No solo existe un estilo azoriniano. Nadie, en las facultades de Periodismo, debería aprobar la carrera sin dominarlo. Y tal vez todo comience con la lectura de Azorín. Clásico y moderno, el buen libro de Francisco Fuster. La admiración por la escritura del de Monóver crecerá, pero también la visión de un hombre a la eterna búsqueda de cobijo bajo el manto del poder, fuese quien fuese quien llevase tal manto.

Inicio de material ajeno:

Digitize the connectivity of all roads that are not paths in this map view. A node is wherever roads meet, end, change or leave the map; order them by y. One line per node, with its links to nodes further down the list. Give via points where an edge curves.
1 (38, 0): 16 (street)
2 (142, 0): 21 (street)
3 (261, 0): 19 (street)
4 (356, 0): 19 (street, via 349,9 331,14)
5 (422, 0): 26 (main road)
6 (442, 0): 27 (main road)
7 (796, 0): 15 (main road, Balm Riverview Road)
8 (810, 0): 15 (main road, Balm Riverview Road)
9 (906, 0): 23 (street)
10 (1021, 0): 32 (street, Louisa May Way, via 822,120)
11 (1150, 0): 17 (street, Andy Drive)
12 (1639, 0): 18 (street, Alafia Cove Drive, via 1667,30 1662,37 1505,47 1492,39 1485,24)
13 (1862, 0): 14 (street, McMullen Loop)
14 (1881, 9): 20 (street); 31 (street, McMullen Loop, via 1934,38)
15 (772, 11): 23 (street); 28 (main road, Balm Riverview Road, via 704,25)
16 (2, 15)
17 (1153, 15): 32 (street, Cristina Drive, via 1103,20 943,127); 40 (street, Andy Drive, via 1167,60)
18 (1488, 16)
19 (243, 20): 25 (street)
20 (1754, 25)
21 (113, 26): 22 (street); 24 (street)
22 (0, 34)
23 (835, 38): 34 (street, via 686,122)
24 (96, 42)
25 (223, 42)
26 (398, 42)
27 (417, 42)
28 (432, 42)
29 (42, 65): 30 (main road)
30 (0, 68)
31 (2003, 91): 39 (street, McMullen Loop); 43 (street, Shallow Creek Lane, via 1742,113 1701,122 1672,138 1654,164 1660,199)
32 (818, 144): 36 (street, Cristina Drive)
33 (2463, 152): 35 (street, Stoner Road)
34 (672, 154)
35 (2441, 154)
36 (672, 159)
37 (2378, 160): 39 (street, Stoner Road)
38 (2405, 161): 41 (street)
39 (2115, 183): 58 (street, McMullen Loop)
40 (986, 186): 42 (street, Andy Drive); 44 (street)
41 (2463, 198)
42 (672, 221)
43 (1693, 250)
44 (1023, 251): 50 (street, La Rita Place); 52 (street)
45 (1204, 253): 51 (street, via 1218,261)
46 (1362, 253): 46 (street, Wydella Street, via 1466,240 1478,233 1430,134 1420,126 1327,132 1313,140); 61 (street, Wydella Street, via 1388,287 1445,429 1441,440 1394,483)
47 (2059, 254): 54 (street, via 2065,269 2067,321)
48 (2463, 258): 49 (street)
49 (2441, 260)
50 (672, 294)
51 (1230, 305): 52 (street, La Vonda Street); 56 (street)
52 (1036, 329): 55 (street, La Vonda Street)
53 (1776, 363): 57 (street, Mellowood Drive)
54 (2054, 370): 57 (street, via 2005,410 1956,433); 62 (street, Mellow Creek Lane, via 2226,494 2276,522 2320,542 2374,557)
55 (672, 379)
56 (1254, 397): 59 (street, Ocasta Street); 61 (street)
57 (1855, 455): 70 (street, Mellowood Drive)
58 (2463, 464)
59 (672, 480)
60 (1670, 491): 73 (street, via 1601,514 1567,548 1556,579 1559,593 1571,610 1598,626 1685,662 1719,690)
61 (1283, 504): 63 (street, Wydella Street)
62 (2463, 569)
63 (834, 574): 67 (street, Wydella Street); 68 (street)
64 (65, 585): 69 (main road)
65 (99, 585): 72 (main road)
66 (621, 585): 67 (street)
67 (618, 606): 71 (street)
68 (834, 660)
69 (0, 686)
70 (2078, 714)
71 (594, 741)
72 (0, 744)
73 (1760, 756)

Lo dijo Ramón J. Sender: “Está Azorín de acuerdo con todas aquellas cosas que han alcanzado alguna aceptación oficial en el presente o en el pasado”.

Leer el Azorín de Fuster y leer a Azorín se convertirán, en estos tiempos oscuros, en plantarle cara a cualquier “cultura” de la cancelación, a salir de nuestras cámaras de eco, a quitarnos las anteojeras ideológicas, a sacar nuestras propias conclusiones tras debatirnos con los porqués de las contradicciones vitales y, sobre todo, a soltar narcisos y vanidades para rescatar austeridades y modestias.